* _Task details_:
Gather all lines with "Seville" from the records.

* _Records to process_:
===============

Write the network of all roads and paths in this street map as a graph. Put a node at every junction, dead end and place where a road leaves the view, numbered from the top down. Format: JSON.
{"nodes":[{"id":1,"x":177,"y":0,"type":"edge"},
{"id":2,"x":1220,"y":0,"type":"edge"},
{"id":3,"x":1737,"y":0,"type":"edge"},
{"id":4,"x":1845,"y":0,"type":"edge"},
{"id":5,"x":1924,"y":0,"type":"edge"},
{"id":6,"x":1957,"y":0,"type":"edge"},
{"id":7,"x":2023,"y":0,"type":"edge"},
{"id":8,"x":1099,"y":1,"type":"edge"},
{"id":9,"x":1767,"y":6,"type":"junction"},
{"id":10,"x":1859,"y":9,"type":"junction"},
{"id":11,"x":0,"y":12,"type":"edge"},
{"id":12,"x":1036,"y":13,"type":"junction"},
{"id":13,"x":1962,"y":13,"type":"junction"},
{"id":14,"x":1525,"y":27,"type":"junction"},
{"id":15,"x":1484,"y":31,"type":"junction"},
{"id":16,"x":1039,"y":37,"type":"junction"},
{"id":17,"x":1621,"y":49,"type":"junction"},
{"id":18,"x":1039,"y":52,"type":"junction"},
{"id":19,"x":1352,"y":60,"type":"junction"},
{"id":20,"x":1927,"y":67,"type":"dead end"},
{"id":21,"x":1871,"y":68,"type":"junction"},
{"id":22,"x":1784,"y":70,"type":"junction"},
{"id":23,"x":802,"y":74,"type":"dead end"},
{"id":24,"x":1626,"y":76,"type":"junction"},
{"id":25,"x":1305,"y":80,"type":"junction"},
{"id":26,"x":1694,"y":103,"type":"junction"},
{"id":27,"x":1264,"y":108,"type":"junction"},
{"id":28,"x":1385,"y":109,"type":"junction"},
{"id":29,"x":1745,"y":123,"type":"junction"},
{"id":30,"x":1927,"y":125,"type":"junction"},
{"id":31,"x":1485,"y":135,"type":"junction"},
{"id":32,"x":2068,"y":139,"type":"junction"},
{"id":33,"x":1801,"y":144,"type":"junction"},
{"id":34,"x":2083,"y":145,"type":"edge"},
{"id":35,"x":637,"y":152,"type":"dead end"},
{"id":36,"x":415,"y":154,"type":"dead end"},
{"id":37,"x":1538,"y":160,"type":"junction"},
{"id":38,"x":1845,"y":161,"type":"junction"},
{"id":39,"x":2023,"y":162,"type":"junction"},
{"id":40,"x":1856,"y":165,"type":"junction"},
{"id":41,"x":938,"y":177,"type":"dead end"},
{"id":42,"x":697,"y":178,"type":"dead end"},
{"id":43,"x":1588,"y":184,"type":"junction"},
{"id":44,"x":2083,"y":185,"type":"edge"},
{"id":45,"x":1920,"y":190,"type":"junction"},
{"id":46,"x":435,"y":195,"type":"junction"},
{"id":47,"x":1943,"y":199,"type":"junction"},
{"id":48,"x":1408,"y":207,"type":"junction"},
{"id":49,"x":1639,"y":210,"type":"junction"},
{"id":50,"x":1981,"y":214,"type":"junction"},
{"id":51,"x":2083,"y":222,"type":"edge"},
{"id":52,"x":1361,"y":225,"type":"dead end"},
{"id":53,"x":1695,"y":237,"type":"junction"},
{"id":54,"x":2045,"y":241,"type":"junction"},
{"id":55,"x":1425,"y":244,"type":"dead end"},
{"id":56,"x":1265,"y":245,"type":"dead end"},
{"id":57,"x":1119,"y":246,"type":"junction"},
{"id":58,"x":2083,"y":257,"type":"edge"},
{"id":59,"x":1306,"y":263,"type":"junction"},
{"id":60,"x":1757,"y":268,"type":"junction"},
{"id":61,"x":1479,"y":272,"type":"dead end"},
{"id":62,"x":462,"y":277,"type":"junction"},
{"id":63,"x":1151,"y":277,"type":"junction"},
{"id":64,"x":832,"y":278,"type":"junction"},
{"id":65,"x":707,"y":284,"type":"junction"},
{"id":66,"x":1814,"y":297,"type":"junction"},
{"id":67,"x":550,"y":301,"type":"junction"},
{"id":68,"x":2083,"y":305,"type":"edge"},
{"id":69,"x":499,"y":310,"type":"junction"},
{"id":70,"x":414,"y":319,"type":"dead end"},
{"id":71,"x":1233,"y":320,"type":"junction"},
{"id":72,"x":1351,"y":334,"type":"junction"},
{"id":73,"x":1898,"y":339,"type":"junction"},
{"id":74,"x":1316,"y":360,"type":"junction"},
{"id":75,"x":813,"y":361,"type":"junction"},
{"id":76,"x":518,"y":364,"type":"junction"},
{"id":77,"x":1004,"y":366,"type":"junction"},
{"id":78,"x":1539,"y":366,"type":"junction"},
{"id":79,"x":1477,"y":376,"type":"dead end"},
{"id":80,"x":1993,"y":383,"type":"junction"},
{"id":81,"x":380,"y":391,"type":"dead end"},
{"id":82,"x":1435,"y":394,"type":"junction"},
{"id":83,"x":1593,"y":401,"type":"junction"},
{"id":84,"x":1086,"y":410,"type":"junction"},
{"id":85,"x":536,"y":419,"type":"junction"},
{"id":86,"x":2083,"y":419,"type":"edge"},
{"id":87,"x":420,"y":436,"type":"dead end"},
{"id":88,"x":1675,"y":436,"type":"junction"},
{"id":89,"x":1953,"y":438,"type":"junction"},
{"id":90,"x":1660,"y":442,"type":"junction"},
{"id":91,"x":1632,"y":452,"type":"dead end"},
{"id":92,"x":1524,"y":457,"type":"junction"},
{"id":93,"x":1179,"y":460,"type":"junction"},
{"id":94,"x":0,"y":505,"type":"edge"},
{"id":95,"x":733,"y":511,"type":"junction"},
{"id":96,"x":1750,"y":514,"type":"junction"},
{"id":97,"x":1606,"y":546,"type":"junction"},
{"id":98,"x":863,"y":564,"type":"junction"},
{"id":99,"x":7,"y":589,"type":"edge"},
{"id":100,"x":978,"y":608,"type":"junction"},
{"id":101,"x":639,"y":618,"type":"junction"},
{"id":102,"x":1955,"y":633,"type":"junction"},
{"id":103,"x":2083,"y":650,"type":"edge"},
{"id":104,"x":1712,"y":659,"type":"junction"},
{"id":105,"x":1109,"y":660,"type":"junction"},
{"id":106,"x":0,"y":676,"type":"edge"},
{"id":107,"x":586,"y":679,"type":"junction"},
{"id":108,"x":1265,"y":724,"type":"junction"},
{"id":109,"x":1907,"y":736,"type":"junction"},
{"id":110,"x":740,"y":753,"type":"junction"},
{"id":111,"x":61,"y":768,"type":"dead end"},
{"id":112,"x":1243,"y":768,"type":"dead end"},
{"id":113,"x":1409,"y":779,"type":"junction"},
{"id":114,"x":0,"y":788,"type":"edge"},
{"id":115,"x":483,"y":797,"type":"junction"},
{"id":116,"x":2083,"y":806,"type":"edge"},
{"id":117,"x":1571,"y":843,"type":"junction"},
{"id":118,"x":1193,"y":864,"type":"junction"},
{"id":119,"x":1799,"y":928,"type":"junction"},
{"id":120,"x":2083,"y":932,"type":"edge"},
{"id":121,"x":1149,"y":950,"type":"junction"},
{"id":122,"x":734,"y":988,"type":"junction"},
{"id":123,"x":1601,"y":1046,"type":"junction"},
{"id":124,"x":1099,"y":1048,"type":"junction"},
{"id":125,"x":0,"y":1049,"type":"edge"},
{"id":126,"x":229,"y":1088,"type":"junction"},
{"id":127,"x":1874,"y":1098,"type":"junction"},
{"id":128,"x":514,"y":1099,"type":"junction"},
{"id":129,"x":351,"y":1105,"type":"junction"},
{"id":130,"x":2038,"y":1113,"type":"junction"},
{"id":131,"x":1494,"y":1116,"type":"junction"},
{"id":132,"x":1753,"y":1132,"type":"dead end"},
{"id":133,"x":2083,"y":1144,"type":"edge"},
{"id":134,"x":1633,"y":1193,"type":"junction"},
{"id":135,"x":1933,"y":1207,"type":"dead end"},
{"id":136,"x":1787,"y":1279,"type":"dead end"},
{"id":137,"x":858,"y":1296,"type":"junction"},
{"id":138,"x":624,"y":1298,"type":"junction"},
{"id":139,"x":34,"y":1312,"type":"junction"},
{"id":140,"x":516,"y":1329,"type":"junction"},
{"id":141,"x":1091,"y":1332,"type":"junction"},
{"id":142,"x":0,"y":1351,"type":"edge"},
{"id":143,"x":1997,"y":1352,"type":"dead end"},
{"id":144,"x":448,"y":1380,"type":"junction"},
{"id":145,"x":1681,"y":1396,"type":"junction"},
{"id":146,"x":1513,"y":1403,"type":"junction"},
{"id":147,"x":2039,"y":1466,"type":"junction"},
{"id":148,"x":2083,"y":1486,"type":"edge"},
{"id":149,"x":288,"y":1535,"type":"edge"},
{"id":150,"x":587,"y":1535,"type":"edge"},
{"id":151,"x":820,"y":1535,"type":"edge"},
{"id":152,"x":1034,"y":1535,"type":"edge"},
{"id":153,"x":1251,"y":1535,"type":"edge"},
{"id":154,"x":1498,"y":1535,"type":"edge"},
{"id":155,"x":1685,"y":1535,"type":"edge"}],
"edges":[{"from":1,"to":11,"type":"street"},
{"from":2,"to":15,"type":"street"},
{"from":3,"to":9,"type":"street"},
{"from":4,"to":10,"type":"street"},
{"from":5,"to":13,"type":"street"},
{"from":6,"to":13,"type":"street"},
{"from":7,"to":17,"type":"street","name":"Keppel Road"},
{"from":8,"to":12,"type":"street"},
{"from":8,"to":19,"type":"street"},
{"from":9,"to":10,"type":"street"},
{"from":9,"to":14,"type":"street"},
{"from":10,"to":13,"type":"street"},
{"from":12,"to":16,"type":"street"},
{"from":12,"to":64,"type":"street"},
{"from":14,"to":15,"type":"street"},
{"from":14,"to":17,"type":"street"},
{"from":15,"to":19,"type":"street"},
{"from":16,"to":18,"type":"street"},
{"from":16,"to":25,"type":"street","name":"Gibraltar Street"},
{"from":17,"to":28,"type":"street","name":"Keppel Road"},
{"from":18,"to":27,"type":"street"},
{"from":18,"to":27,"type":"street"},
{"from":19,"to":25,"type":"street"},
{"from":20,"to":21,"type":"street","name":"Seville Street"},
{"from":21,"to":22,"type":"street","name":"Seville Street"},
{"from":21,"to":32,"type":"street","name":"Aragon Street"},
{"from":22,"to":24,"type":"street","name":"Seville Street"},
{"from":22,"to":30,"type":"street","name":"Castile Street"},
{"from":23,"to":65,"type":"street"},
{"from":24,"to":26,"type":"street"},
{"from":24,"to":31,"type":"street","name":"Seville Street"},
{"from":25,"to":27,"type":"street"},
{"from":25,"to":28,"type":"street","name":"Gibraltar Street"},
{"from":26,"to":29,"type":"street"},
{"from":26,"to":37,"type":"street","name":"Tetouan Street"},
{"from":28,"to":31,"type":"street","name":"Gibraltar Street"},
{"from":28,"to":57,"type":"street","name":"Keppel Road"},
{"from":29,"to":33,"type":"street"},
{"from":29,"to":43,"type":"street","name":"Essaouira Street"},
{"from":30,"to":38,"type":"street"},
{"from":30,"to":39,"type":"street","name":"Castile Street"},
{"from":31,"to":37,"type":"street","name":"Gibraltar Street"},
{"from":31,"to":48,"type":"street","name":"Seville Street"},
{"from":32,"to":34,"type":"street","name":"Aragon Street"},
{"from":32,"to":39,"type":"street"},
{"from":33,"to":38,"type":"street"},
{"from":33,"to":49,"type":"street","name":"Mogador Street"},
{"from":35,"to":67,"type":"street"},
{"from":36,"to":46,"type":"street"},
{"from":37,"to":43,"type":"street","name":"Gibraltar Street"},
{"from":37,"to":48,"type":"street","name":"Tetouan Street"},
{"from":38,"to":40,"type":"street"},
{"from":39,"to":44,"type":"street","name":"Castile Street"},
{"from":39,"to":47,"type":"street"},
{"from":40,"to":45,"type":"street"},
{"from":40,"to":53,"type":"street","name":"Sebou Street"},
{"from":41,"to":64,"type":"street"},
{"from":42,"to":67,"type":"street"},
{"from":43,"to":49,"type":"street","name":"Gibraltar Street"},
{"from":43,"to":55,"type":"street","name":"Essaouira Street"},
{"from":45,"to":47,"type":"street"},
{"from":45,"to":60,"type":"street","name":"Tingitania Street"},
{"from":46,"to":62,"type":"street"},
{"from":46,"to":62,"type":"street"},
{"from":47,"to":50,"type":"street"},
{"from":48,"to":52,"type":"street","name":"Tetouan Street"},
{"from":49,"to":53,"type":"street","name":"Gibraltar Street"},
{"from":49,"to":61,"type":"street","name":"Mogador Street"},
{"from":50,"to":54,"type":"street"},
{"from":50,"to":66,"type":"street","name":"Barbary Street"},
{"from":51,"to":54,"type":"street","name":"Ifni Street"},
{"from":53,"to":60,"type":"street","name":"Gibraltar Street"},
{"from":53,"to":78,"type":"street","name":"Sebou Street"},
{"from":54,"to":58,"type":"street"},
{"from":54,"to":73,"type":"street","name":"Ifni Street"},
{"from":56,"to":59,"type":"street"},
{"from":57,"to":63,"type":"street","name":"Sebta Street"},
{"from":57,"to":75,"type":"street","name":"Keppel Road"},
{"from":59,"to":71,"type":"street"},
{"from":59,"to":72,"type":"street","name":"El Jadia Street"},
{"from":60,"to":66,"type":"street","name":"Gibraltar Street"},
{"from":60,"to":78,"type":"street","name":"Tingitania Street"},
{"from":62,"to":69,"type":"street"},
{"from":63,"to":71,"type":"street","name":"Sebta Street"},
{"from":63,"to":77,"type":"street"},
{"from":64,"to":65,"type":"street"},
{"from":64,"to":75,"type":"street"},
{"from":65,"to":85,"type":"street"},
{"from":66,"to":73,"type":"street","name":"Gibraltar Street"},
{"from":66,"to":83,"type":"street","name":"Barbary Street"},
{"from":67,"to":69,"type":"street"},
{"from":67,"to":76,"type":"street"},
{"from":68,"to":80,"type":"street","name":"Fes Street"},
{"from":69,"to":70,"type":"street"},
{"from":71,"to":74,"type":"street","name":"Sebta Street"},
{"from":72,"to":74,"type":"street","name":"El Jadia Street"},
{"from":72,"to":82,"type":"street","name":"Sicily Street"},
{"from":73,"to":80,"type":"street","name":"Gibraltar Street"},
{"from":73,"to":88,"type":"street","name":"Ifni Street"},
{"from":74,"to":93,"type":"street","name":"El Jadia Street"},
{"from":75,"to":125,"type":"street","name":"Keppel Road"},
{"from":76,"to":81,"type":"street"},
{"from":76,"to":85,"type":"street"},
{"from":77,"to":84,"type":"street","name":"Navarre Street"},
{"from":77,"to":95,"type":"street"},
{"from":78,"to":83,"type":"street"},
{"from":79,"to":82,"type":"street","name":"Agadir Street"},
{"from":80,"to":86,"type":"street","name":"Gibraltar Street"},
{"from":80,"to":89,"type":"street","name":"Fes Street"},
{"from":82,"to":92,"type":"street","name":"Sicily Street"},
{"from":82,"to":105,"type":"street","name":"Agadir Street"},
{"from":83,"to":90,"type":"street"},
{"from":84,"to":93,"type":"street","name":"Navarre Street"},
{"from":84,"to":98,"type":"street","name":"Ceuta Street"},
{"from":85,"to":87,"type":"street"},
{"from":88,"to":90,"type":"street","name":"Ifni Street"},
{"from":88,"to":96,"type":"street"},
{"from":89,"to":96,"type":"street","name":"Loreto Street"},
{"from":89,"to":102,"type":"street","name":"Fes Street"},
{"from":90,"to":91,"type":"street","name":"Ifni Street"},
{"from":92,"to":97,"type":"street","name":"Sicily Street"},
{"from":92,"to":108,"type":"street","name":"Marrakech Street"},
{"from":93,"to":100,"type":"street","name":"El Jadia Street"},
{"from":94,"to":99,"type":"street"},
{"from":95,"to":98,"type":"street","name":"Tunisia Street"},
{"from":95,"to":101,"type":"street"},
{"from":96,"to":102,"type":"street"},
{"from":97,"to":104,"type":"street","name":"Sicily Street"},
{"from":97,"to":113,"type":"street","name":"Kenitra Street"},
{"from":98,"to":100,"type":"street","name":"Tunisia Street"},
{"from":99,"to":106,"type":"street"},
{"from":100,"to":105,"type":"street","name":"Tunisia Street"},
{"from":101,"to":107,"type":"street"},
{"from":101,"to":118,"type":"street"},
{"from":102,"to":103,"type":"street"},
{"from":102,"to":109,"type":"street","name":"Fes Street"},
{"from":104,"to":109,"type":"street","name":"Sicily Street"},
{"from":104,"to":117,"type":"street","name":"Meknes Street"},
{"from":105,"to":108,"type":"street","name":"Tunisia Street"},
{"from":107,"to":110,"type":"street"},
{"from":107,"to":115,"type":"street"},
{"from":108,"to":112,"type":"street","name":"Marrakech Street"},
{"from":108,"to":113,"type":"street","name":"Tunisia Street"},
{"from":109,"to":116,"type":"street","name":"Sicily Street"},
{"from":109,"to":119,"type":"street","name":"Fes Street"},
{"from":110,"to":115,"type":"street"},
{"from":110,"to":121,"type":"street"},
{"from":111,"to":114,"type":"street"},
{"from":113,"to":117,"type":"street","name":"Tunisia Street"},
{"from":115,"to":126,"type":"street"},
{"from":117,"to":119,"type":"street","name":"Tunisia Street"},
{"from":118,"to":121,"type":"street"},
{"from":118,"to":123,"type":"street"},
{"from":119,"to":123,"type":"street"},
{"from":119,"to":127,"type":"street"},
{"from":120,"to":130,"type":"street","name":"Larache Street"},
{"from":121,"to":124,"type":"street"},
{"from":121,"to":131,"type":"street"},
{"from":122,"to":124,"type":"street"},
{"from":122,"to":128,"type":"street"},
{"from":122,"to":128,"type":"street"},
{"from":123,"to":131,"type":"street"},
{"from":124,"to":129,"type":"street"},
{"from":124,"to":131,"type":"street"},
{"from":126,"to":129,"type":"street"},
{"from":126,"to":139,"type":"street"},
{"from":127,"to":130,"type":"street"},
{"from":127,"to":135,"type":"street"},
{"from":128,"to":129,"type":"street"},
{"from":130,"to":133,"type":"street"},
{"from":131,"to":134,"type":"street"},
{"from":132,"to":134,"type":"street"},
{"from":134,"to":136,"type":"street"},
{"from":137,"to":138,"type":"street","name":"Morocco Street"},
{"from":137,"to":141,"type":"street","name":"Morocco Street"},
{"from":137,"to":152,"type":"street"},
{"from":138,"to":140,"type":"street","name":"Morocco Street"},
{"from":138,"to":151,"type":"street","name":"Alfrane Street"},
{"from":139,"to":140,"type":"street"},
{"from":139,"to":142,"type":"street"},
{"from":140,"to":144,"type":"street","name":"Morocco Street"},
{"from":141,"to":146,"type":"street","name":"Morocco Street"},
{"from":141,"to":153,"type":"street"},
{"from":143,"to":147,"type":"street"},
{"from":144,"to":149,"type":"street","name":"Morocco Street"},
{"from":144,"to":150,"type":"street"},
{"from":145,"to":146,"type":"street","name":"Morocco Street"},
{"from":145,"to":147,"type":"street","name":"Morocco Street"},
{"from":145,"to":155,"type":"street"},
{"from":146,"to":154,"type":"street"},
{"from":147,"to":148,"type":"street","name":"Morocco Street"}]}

===============

* _Expected answer_:
{"from":20,"to":21,"type":"street","name":"Seville Street"},
{"from":21,"to":22,"type":"street","name":"Seville Street"},
{"from":22,"to":24,"type":"street","name":"Seville Street"},
{"from":24,"to":31,"type":"street","name":"Seville Street"},
{"from":31,"to":48,"type":"street","name":"Seville Street"},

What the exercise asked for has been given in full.